Volume guarantee versus high frequency ventilation: lung inflammation in preterm infants

  1. Gianluca Lista (g.lista{at}icp.mi.it)
  1. NICU, Ospedale dei Bambini, Italy
    1. Francesca Castoldi (g.lista{at}icp.mi.it)
    1. NICU, Ospedale dei Bambini, Italy
      1. Silvia Bianchi (g.lista{at}icp.mi.it)
      1. NICU, Ospedale dei Bambini, Italy
        1. Marina Battaglioli (g.lista{at}icp.mi.it)
        1. NICU, Ospedale dei Bambini, Italy
          1. Francesco Cavigioli (g.lista{at}icp.mi.it)
          1. NICU, Ospedale dei Bambini, Italy
            1. Mariangela Bosoni (g.lista{at}icp.mi.it)
            1. Laboratory of Biochemistry,Ospedale dei Bambini, Italy
              • Published Online First 3 April 2007

              Abstract

              Objective: Appropriate ventilation together with improvement of clinical care of premature babies can contribute to reducing lung inflammation, known to represent the “primum movens” of bronchopulmonary dysplasia (BPD). High frequency oscillatory ventilation (HFOV) and volume-guarantee (VG) ventilation are effective in the treatment of neonatal RDS. In order to assess the potential of these techniques to prevent BPD, we performed a randomized clinical study to evaluate lung inflammation in premature infants undergoing VG ventilation versus HFOV in acute phase of RDS.

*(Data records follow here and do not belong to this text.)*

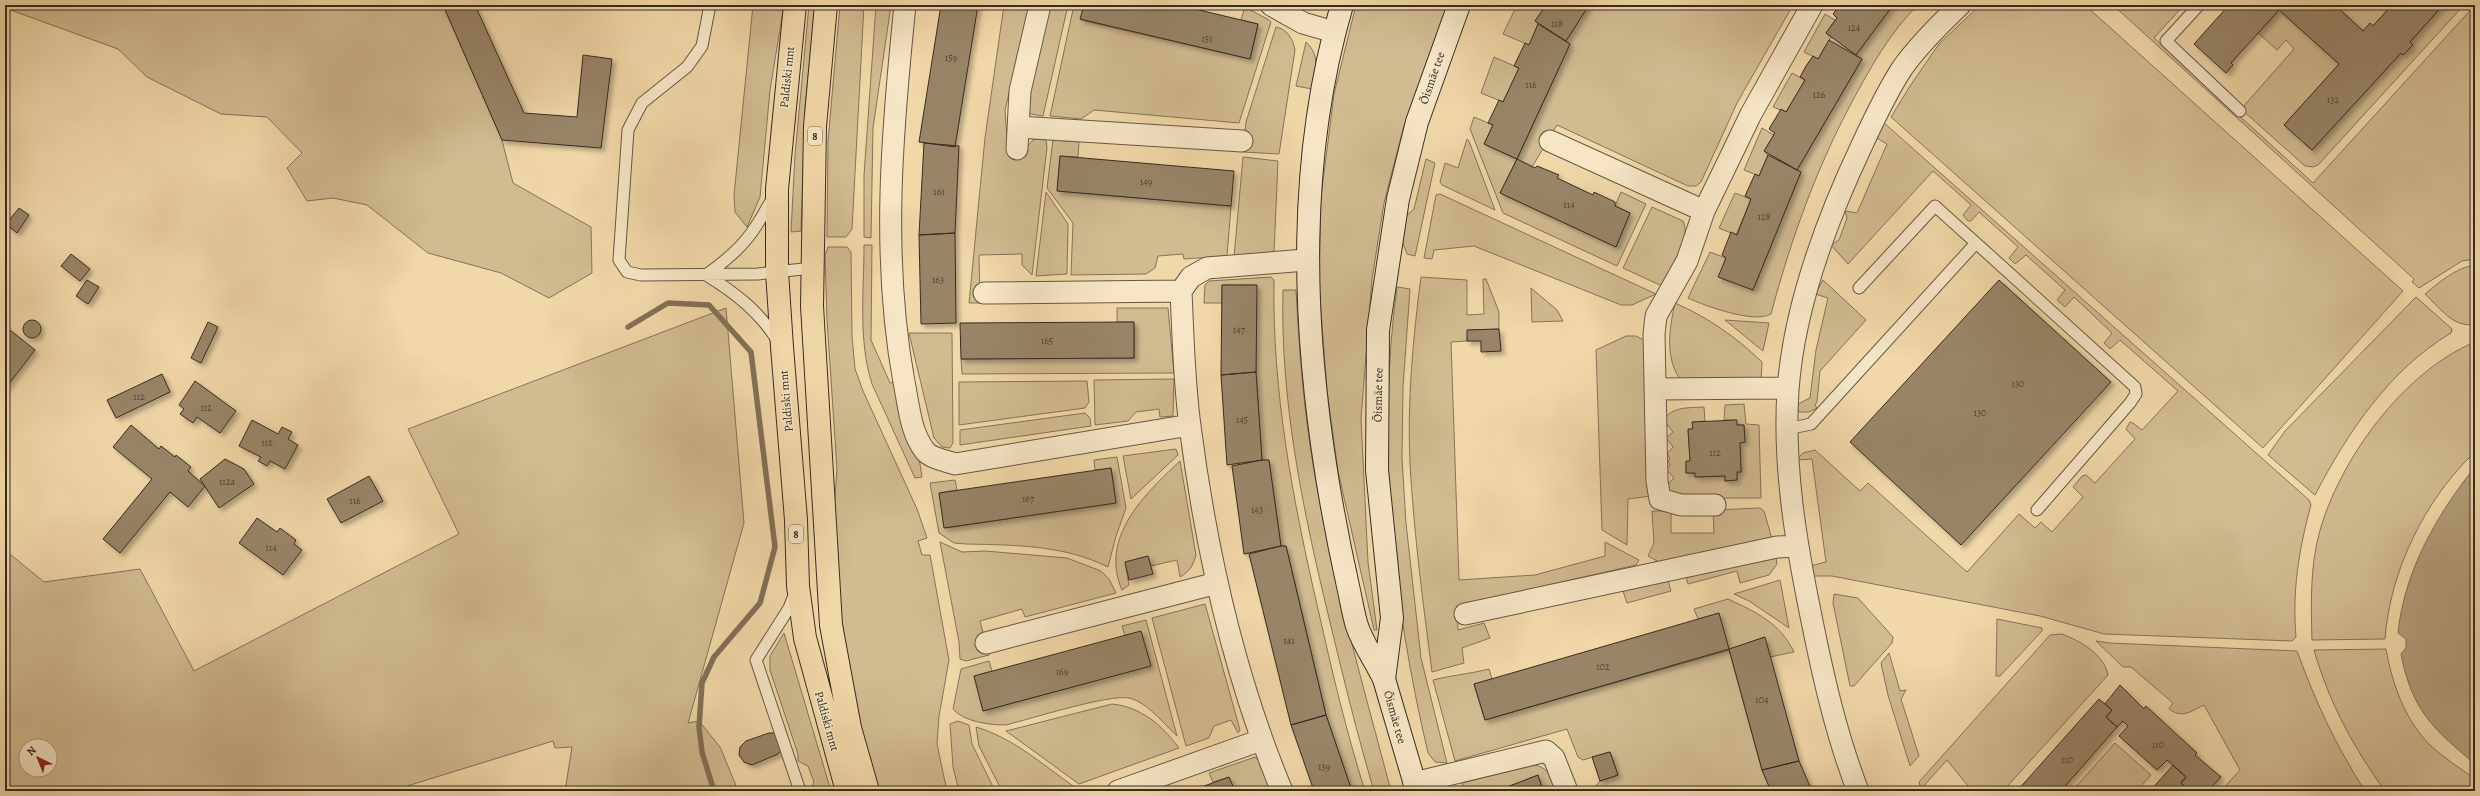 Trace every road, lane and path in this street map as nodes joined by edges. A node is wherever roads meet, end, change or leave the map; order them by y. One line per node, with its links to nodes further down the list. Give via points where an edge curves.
1 (710, 5): 24 (lane, via 702,46 687,67 642,103 628,130 619,260 627,272 641,275)
2 (795, 5): 18 (main road, Paldiski mnt / 8)
3 (826, 5): 22 (main road, Paldiski mnt / 8, via 815,126)
4 (905, 5): 31 (street, via 892,131 889,244 896,335 914,433 926,453 955,464)
5 (1040, 5): 14 (street, via 1020,91)
6 (1271, 5): 12 (street, via 1303,23)
7 (1342, 5): 12 (main road)
8 (1459, 5): 40 (main road, Õismäe tee, via 1417,122 1398,199 1378,330 1377,470 1392,618)
9 (1812, 5): 19 (street, via 1751,114)
10 (1960, 5): 29 (street, via 1904,67 1876,114 1839,194 1811,276 1798,328)
11 (2199, 5): 13 (lane, via 2166,41)
12 (1334, 32): 21 (main road, via 1313,155)
13 (2240, 111)
14 (1018, 126): 15 (street); 17 (street)
15 (1242, 141)
16 (1550, 141): 19 (street)
17 (1017, 149)
18 (777, 189): 23 (main road, Paldiski mnt / 8); 24 (lane, via 750,236 733,255)
19 (1704, 211): 30 (street, via 1687,261 1656,316)
20 (1976, 243): 25 (lane, via 1935,206); 32 (lane, via 1811,424); 34 (lane, via 2135,387 2136,394 2130,403)
21 (1306, 260): 26 (street, via 1207,268 1191,277); 40 (main road, via 1316,406 1336,530 1358,627)
22 (812, 268): 23 (lane); 45 (main road, Paldiski mnt / 8, via 831,625 850,728)
23 (777, 272): 24 (lane); 28 (main road, Paldiski mnt / 8)
24 (706, 275): 28 (lane, via 747,304 765,321)
25 (1859, 288)
26 (1182, 291): 27 (street); 31 (street)
27 (984, 292)
28 (782, 347): 37 (main road, Paldiski mnt / 8, via 796,520)
29 (1788, 388): 30 (street); 32 (street)
30 (1655, 389): 33 (street, via 1657,481 1660,499 1681,505)
31 (1190, 425): 36 (street)
32 (1787, 429): 35 (street, via 1790,490)
33 (1715, 506)
34 (2037, 510)
35 (1798, 546): 38 (street, via 1777,547); 49 (street, via 1823,678 1845,756)
36 (1216, 583): 39 (street); 41 (street)
37 (798, 586): 43 (lane, via 789,608 756,660 775,710); 44 (main road, Paldiski mnt / 8, via 805,638)
38 (1465, 614)
39 (986, 643)
40 (1384, 679): 42 (main road, Õismäe tee)
41 (1261, 740): 46 (street); 47 (street)
42 (1416, 787): 48 (street, via 1546,750 1554,758)
43 (800, 791)
44 (847, 791)
45 (868, 791)
46 (1118, 791)
47 (1282, 791)
48 (1567, 791)
49 (1858, 791) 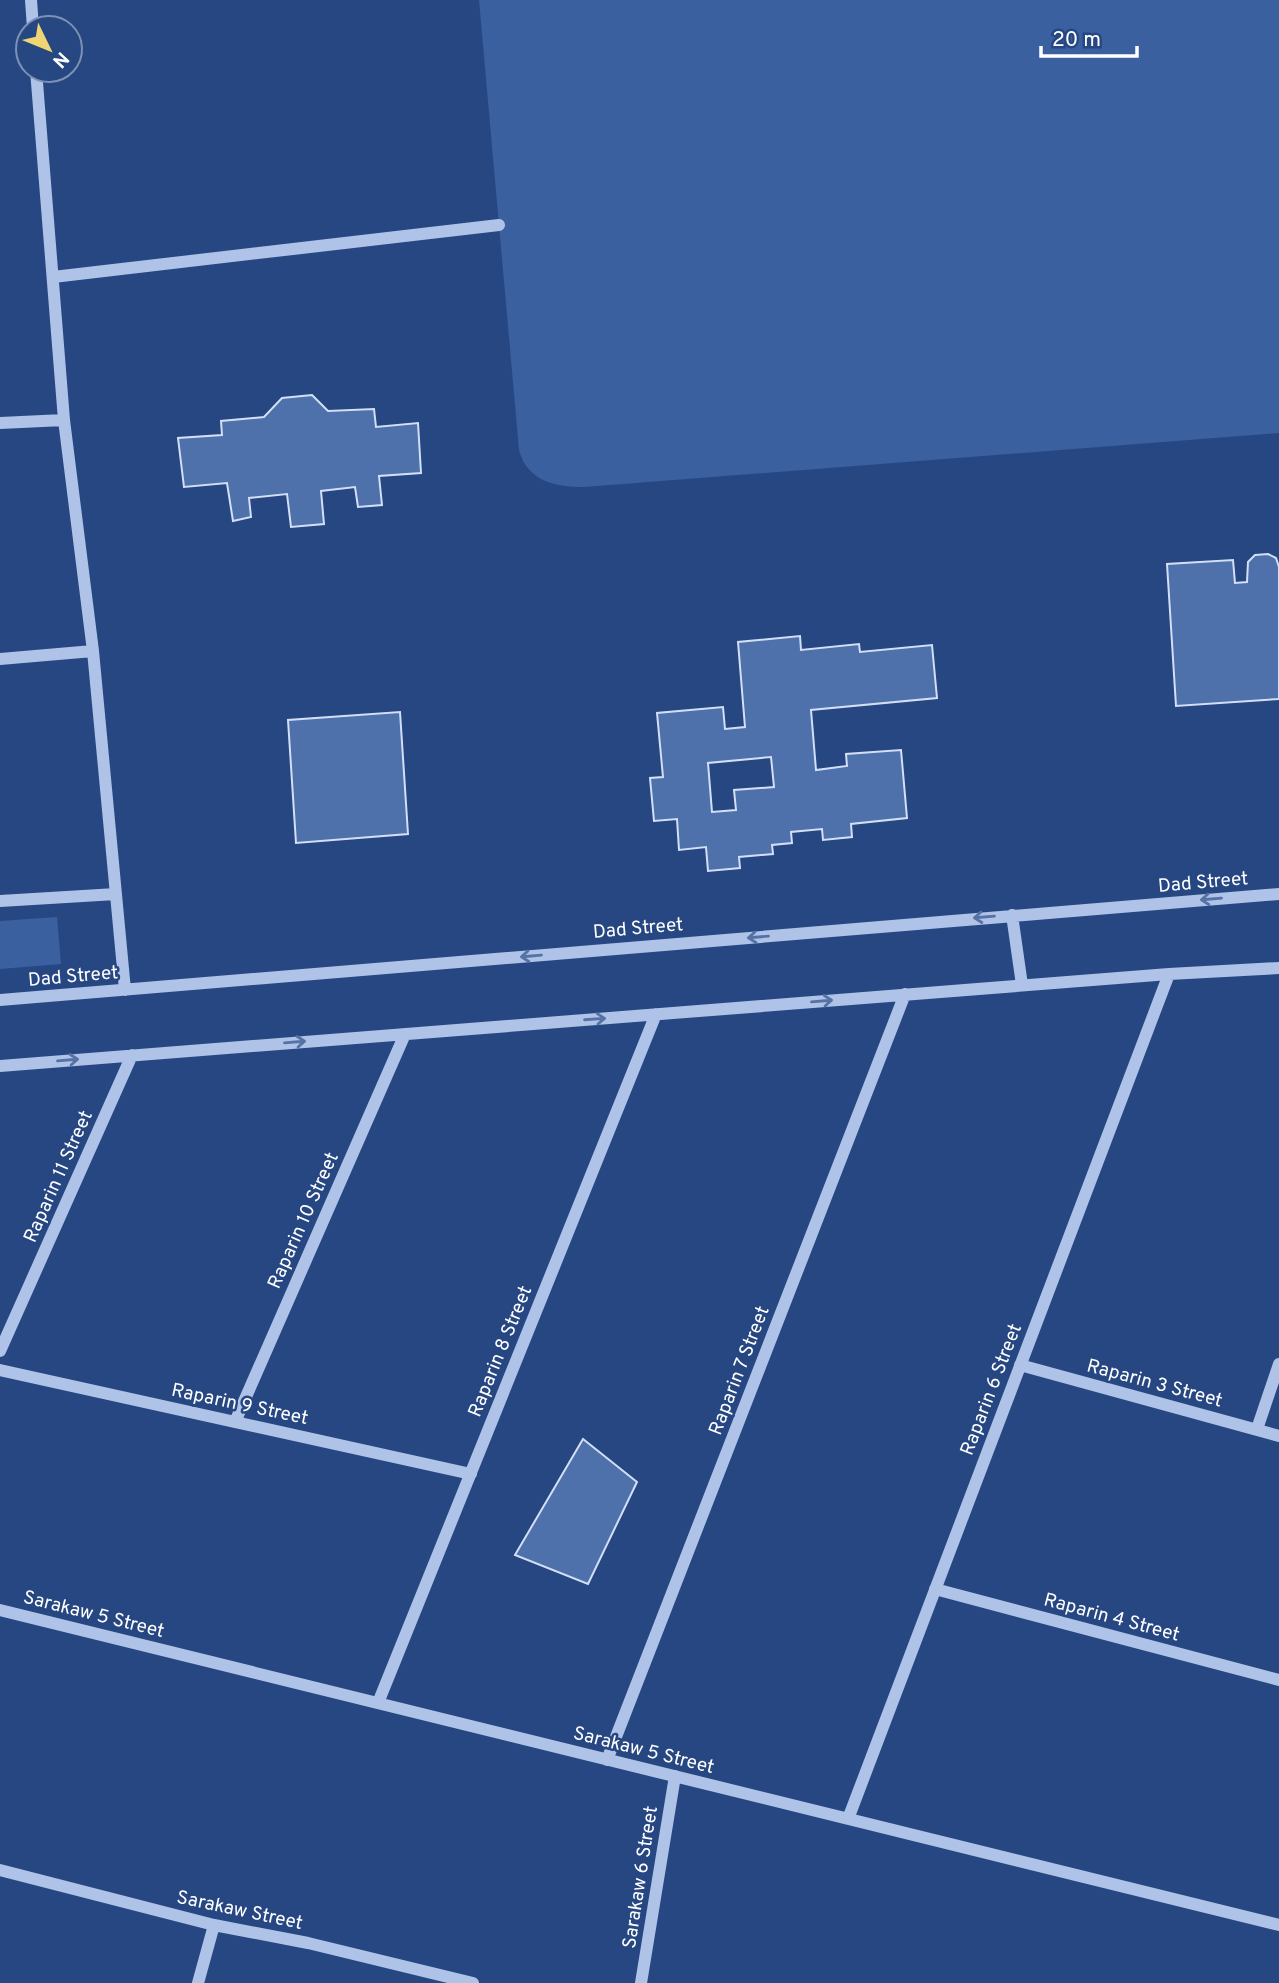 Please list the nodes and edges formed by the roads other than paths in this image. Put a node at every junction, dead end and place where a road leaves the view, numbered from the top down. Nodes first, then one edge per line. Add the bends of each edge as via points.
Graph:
1 (37, 84) edge
2 (499, 225) dead end
3 (53, 277) junction
4 (64, 420) junction
5 (0, 423) edge
6 (93, 651) junction
7 (0, 659) edge
8 (116, 894) junction
9 (1279, 894) edge
10 (0, 901) edge
11 (1012, 915) junction
12 (1279, 968) edge
13 (1169, 974) junction
14 (1022, 985) junction
15 (125, 990) junction
16 (905, 994) junction
17 (0, 1000) edge
18 (656, 1014) junction
19 (405, 1034) junction
20 (132, 1055) junction
21 (0, 1066) edge
22 (0, 1350) edge
23 (1279, 1364) edge
24 (1020, 1365) junction
25 (0, 1370) edge
26 (235, 1422) junction
27 (1256, 1430) junction
28 (1279, 1436) edge
29 (471, 1474) junction
30 (935, 1590) junction
31 (0, 1610) edge
32 (1279, 1680) edge
33 (378, 1703) junction
34 (607, 1760) junction
35 (675, 1776) junction
36 (848, 1819) junction
37 (0, 1870) edge
38 (214, 1925) junction
39 (1279, 1926) edge
40 (198, 1983) edge
41 (473, 1983) edge
42 (641, 1983) edge

1 - 3 street
2 - 3 street
3 - 4 street
4 - 5 street
4 - 6 street
6 - 7 street
6 - 8 street
8 - 10 street
8 - 15 street
9 -> 11 street, Dad Street
11 - 14 street
11 -> 15 street, Dad Street
12 - 13 street
13 - 14 street
13 - 24 street, Raparin 6 Street
14 - 16 street
15 - 17 street, Dad Street
18 -> 16 street
16 - 34 street, Raparin 7 Street
19 -> 18 street
18 - 29 street, Raparin 8 Street
20 -> 19 street
19 - 26 street, Raparin 10 Street
21 -> 20 street
20 - 22 street, Raparin 11 Street
23 - 27 street
24 - 27 street, Raparin 3 Street
24 - 30 street, Raparin 6 Street
25 - 26 street, Raparin 9 Street
26 - 29 street, Raparin 9 Street
27 - 28 street, Raparin 3 Street
29 - 33 street, Raparin 8 Street
30 - 32 street, Raparin 4 Street
30 - 36 street, Raparin 6 Street
31 - 33 street, Sarakaw 5 Street
33 - 34 street, Sarakaw 5 Street
34 - 35 street, Sarakaw 5 Street
35 - 36 street, Sarakaw 5 Street
35 - 42 street, Sarakaw 6 Street
36 - 39 street, Sarakaw 5 Street
37 - 38 street, Sarakaw Street
38 - 40 street
38 - 41 street, Sarakaw Street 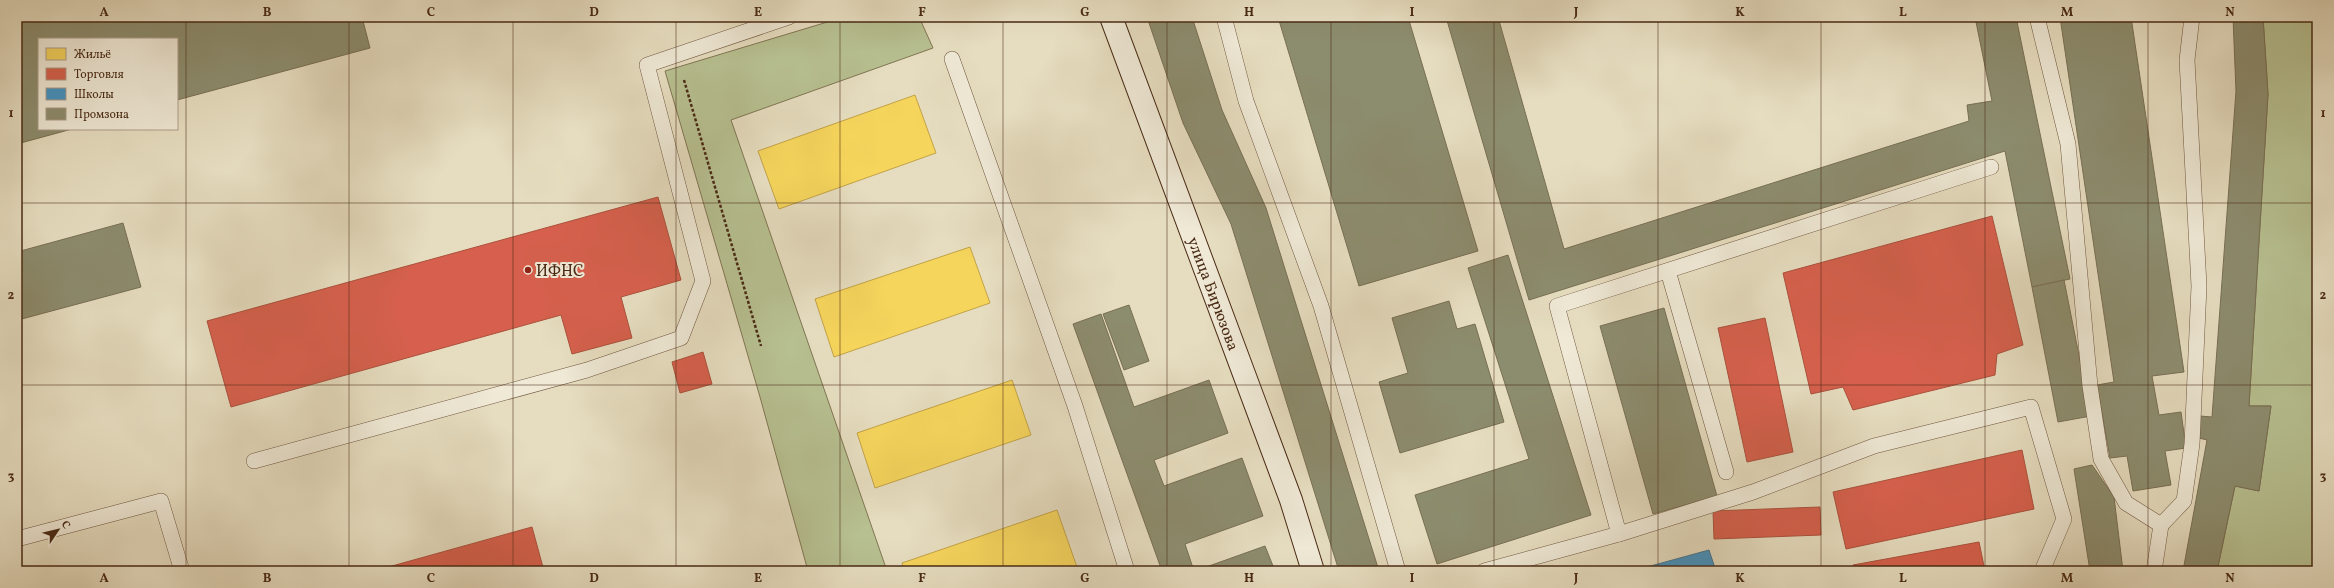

              Study design: Forty infants (GA 25-32 wks) with RDS were assigned to assist-control ventilation plus VG (Vt=5 ml/Kg) or HFOV (both with Dräger Babylog 8000 plus ventilator). Levels of interleukin-6, interleukin-8 and tumor necrosis factor were determined in tracheal aspirate on days 1,3 and 7 of life.

              Results: In the HFOV group IL-6 levels were significantly higher on day 3 (0.5 ± 0.2 vs assisted- control ventilation plus VG group 0.1 ± 0.2 ng/ml) and oxygen dependency was significantly longer (36±23 vs assisted-control ventilation plus VG group 19 ± 11 days).

              Conclusion: VG-ventilation is an effective lung- protective strategy to be used in acute RDS, inducing a lower expression of early inflammation markers when compared to HFOV. Whether the use of this initial ventilatory strategy contributes to the prevention of BPD requires further studies.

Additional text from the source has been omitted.